Down the Rabbit Hole to Know Christ–Being an Overcomer in Laodicea

How far down the rabbit hole are you willing to go to know your God and Savior? I mean to really know Him. Not just know about Him, but to know Him. Knowing Him is knowing what He knows. It is knowing Him that is from the beginning. It is not like knowing your best friend. Friends can betray you. He cannot. I am talking about you knowing Him so well that He invites you to sit beside Him on His throne, a viceroy and confidant of the King.

How can this grandiose vision ever be? Only those who overcome all things will know Him this intimately. And those overcomers that Christ speaks of will do what it takes. They will squeeze down that rabbit hole and go deeper in order to find what is necessary “to know Him and the power of His resurrection.” The ones that He has chosen are His elect; that is what “elect” means.

Am I one of the chosen ones, someone will ask. If you are, there will be an unquenchable thirst for the water from heaven. You will “dig deep and lay the foundation on a rock” (Luke 6:47-49). You will seek the truth, and you will find it, and you will study it out with a passion.

Only they will get a dinner invitation to dine with the Creator Himself. To know Him as He really is, to sit at His feet after dinner and ask Him a question that you have always wanted to know about life in His universe. That is possible for you and me. But we must overcome some things before that takes place. [It is a good sign if you are still reading.]

The overcomers. But overcome what? You have to go down a little deeper for this to crystalize. Going deeper is to sell all. To sell out. To count everything that you could gain in this world as “dung” that “you may win Christ.” The apostle Paul knew that his life prior to the happening on the road to Damascus amounted to nothing. Our old lives are a mere chasing the wind, a blink of vanity with an expiration date that looms larger the older we grow. All of our earthly works are but dust and rubble.

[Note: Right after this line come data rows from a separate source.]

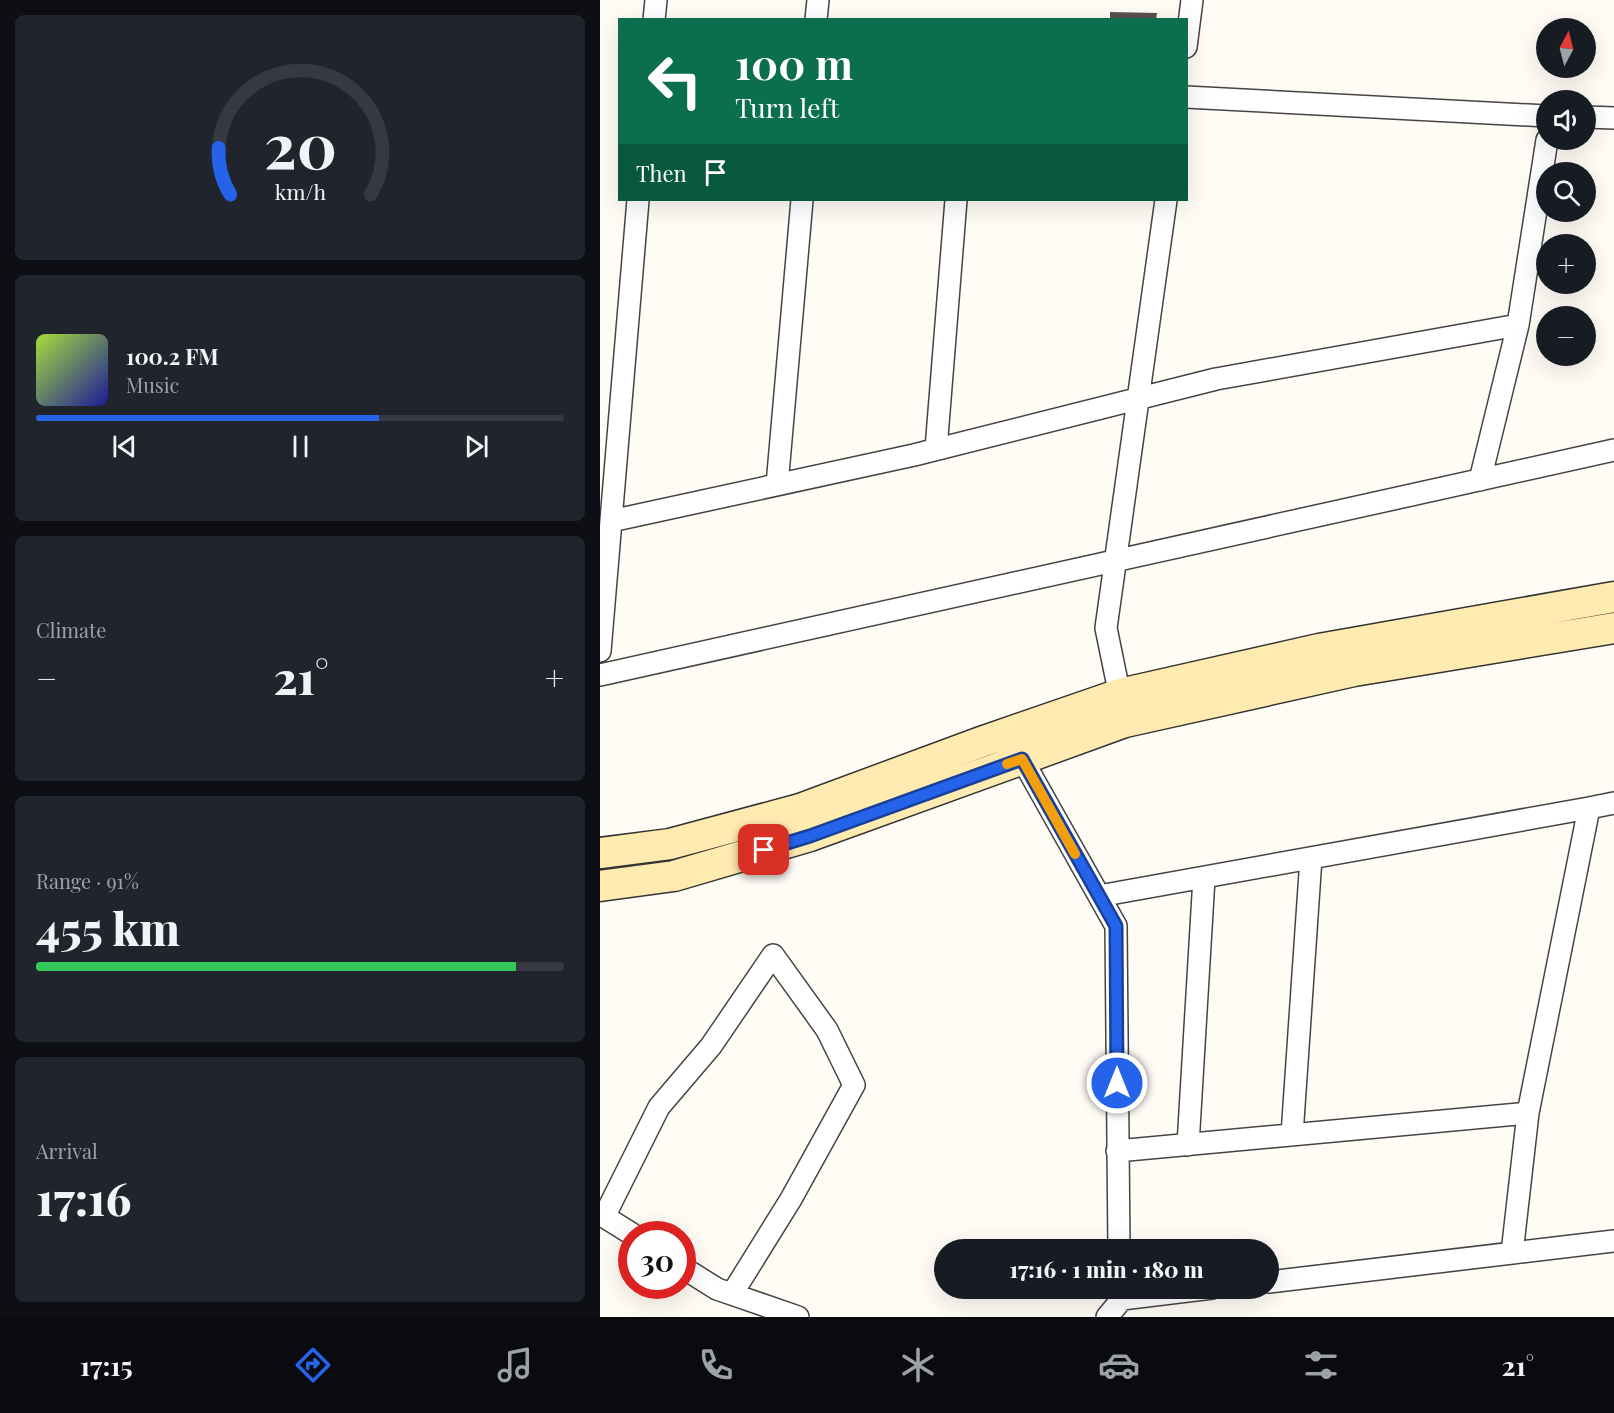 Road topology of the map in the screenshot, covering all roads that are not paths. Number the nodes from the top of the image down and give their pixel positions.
1 (656, 0) edge
2 (818, 0) edge
3 (1192, 0) edge
4 (654, 18) edge
5 (816, 18) edge
6 (1188, 31) edge
7 (1188, 97) edge
8 (1536, 116) edge
9 (1596, 117) edge
10 (1614, 118) edge
11 (1544, 150) edge
12 (638, 201) edge
13 (802, 201) edge
14 (956, 201) edge
15 (1166, 201) edge
16 (1518, 325) junction
17 (1138, 399) junction
18 (936, 449) junction
19 (1614, 450) edge
20 (1480, 480) junction
21 (777, 484) junction
22 (611, 521) junction
23 (1116, 561) junction
24 (1614, 597) edge
25 (1614, 628) edge
26 (600, 651) edge
27 (600, 675) edge
28 (1122, 708) junction
29 (1022, 759) junction
30 (1614, 803) edge
31 (1589, 808) junction
32 (600, 853) edge
33 (1311, 858) junction
34 (1204, 878) junction
35 (600, 886) edge
36 (1099, 896) junction
37 (1528, 1113) junction
38 (1292, 1135) junction
39 (1188, 1145) junction
40 (1117, 1151) junction
41 (602, 1215) edge
42 (618, 1225) edge
43 (1119, 1239) edge
44 (1614, 1241) edge
45 (1512, 1253) junction
46 (696, 1276) edge
47 (1279, 1281) edge
48 (732, 1294) junction
49 (1119, 1299) edge
50 (798, 1317) edge
51 (1107, 1317) edge

1 - 4 street
2 - 5 street
3 - 6 street
7 - 8 street
9 - 10 street
11 - 16 street
12 - 22 street
13 - 21 street
14 - 18 street
15 - 17 street
16 - 17 street
16 - 20 street
17 - 18 street
17 - 23 street
18 - 21 street
19 - 20 street
20 - 23 street
21 - 22 street
22 - 26 street
23 - 27 street
23 - 28 street
24 - 28 main road
25 - 28 main road
28 - 29 main road
28 - 32 main road
29 - 35 main road
29 - 36 street
30 - 31 street
31 - 33 street
31 - 37 street
33 - 34 street
33 - 38 street
34 - 36 street
34 - 39 street
36 - 40 street
37 - 38 street
37 - 45 street
38 - 39 street
39 - 40 street
40 - 43 street
41 - 42 street
41 - 48 street
44 - 45 street
45 - 47 street
46 - 48 street
48 - 50 street
49 - 51 street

But we are destined for much greater things in Him. We are talking about a chance of being anointed. Who got anointed back in the biblical days? Kings. And the spiritual anointing oil that is used is the truth, the truth of who the Father/Son is.

Christ Tests Us

I am still talking about overcoming. Before Christ anoints us, He tests us to see if we are up for the task of ruling this earth. He mentions this overcoming in Rev. 3:21. “To him that overcomes will I grant to sit with me in my throne, even as I also overcame, and am set down with my Father in His throne.” There it is. If you want to go all the way with Him, you have got to study out what to overcome. Don’t pass over what the Spirit is sharing with us now. This knowledge is rare; we won’t get it by passively listening to some words about Christ in a church house somewhere. If we want to “reign with Him,” we have got to get serious about His words. Stay with Him, and He will show us what to overcome.

Overcome what exactly? We must go back seven verses for the answer. This message is to those in Laodicea, which means “laity deceived.” This is our church age. Wholesale deception pervades the airwaves here in the 21st Century.

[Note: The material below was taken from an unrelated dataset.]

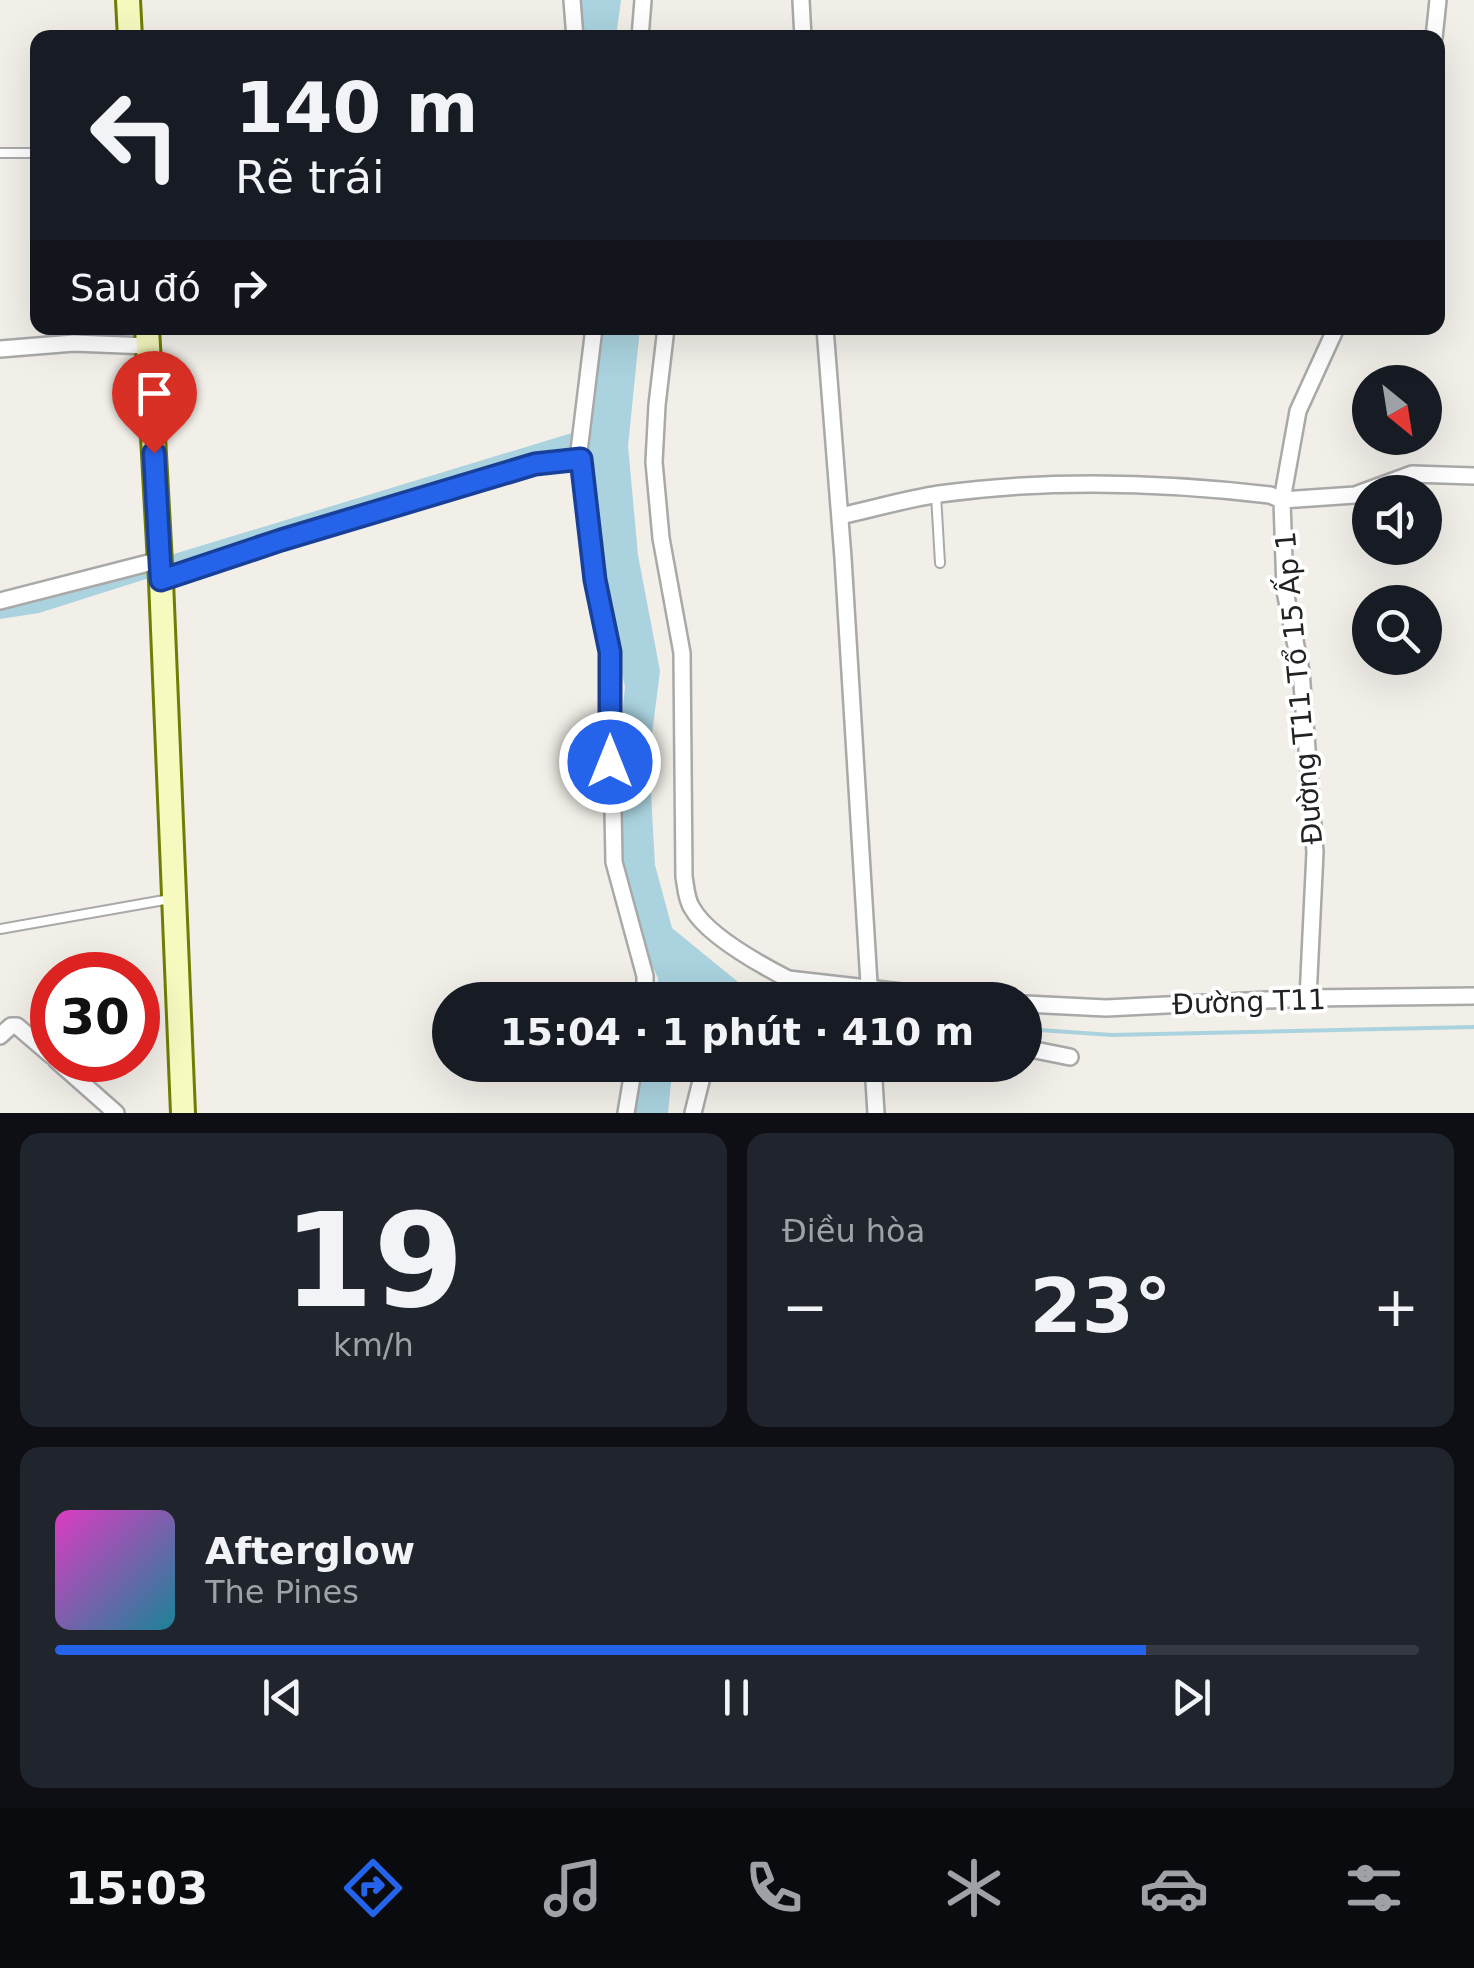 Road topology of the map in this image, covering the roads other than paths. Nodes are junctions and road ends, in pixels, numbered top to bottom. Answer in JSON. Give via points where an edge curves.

Christ is speaking to us Christians today. “I know your works” (v. 15). Your works. You are doing your works, not My works, which are done by My Spirit of truth. What you are doing in your worship of Me is lukewarm; it is neither cold nor hot. Why? Because it is your works, full of man’s wisdom. Your works are based in man’s interpretations and imaginations about how they think that I want to be worshipped. To worship Me, it must be in Spirit and in truth. No falsehoods present.  

He says that self-proclaimed followers of Christ are lukewarm, and He will spue them out of His mouth” (v. 16). If they do not take to heart this message of His, then they will be rejected by Him for higher service and the closer walk with Him that He desires for them. They won’t make it to the throne.

And why will He spue them out? “Because you say, I am rich and increased with goods, and have need of nothing” (v. 17). He is talking about the spiritual here, not the material. We see the spiritual in the “lukewarm” statement. They are neither hot nor cold. He was not talking about the weather.

So in that same flow, Christ exposes the things that modern church goers do. They think that they are rich. They say that they already have the Spirit and the gifts of the Spirit and that they already are born again and filled with the Spirit. They still sin, mind you, but they don’t want anything “new,” or “different.” Therefore, they say that they “have need of nothing.” They think that they already have all they need. They are unteachable. Most all denominations believe that they have the truth–nobody else. Question: Do we honestly think that we are baptized and filled with the Spirit of truth when we have so many erroneous errors guiding our worship. [I know that this is a sharp sword for some, but hang in there. He chastens those He loves.]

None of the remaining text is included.